La question de la jouissance est encore au premier plan dans la violence. Quand le tiers médiateur est défaillant, elle émerge, transgressant la loi. Dans l’édification de la délinquance, il y a intérêt à comprendre comment le sujet se débrouille avec sa jouissance. Comment il peut se passer de père et comment peut-il le trouver au travers d’autres médiateurs que sont les éducateurs. La réussite du projet en institution répond à un critère souvent négligé : l’acceptation de la loi pour les éducateurs dans le sens de rendre compte de ce qu’ils font par des écrits mais aussi par l’acceptation d’une supervision en groupe avec cette référence du père symbolique. Transmission et filiation indispensable à l’aperception du lieu de la jouissance de chacun, lieu de convergence des imaginaires. Désignés comme compétents, substituts de parents carencés, manquants, la confrontation les conduit à une puissance fantasmée d’un pouvoir qu’ils s’arrogent de faire renaître, nourrir, éduquer, jouissance que les autres peuvent leur refuser en les renvoyant à un statut d’étranger, une manière pour les adolescents de s’affranchir de la puissance parentale. A eux de trouver une issue à la conflictualité, de proposer d’autres voies à la haine et à la frustration, d’ajourner la satisfaction pulsionnelle immédiate. Les éducateurs se trouvent par ce biais convoqués au désir d’enfant, enfant imaginaire et fantasmatique, représentations des marques signifiantes par lequel l’enfant est investi dans la psyché des parents. A un moment donné ; ils devront concilier l’enfant imaginaire, l’enfant fantasmatique et l’enfant réel dans une même coalescence. C’est à ce prix qu’un équilibre s’établit, nouant un lien interactif satisfaisant et enrichissant. Les compétences parentales de ces professionnels sont mises en doute. L’exigence de la société d’octroi du statut est due à leur apprentissage d’un métier, comme si leur formation avait comme base cet enseignement.

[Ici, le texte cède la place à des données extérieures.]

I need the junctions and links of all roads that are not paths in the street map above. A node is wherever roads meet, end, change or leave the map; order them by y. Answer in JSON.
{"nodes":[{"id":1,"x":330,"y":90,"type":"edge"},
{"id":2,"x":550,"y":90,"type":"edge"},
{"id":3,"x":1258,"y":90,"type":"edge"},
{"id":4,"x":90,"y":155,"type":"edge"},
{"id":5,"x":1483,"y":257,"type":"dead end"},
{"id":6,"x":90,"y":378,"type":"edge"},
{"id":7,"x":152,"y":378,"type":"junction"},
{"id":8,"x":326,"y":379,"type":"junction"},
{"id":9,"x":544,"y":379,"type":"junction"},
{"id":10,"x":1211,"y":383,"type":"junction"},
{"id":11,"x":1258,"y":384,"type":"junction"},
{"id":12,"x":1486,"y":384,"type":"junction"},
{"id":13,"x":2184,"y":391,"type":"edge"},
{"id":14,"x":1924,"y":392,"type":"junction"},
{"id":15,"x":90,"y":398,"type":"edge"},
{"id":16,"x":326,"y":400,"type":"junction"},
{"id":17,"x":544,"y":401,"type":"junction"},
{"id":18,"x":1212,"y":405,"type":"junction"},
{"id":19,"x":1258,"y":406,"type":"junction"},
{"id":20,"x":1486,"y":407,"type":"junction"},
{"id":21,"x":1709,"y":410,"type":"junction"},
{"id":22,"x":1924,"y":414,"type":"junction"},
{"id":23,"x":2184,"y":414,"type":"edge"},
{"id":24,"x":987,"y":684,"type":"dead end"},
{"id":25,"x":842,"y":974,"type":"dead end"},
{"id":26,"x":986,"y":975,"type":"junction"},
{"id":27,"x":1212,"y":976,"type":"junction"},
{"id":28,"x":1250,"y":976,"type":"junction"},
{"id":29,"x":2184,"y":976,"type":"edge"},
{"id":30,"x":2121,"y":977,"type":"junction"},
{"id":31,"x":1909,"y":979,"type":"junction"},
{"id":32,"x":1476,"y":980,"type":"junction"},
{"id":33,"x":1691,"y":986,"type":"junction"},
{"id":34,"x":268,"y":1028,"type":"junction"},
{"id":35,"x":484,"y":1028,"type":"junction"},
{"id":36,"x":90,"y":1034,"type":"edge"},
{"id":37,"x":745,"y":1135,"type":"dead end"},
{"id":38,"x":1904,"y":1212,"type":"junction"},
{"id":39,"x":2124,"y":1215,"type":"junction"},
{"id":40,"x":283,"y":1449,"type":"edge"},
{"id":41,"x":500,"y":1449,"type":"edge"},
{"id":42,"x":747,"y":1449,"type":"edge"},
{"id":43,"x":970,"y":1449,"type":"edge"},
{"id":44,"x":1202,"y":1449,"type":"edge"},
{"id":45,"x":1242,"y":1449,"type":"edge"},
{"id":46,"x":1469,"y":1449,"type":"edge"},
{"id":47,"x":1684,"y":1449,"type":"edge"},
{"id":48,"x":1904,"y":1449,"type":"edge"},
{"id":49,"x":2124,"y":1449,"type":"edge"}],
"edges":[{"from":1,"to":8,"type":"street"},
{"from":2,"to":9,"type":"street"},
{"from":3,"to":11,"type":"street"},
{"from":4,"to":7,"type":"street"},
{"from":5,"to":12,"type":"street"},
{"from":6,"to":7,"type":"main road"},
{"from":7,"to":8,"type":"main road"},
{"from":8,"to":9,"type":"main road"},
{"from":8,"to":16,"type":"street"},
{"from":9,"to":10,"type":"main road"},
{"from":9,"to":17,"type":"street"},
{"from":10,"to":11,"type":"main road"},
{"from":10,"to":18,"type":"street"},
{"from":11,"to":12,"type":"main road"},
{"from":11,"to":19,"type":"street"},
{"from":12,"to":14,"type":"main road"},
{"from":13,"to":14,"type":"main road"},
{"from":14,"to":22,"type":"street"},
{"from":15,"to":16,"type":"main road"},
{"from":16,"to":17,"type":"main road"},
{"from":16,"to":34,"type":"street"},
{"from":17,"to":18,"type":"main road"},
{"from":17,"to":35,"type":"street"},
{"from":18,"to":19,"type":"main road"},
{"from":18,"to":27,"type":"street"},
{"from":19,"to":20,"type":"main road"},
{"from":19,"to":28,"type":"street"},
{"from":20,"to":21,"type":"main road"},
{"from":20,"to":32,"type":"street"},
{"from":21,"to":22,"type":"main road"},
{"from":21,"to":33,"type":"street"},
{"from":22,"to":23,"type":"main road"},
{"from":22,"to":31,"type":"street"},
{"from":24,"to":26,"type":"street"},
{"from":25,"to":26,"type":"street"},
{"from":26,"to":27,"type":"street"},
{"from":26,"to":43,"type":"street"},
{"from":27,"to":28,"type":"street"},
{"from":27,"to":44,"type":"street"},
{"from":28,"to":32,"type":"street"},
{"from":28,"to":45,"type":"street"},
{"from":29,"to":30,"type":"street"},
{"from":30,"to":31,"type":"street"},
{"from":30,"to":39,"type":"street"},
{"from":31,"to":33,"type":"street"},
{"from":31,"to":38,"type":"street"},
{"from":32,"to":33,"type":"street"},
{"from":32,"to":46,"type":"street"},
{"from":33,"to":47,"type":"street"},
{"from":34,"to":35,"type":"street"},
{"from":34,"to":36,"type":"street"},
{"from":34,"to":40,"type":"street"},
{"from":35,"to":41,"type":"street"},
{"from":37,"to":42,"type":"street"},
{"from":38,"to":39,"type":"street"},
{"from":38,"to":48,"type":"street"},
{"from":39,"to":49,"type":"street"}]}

Être un parent ne suffit pas ! Il faudrait être un bon parent. Ne serait-il pas illusoire qu’un adulte puisse en assurer la permanence sans rupture ou discontinuité, sans faille, sans doute ? Quand les biographies, les échecs, les ratages, la réparation, interfèrent, quand la modernité brouille le permis et l’interdit pavant la voie à des incompréhensions, alors être parent avec ses tripes et son âme n’est plus possible tout le temps. Reste à s’adapter dans un apprivoisement sans fin et surtout beaucoup aimer.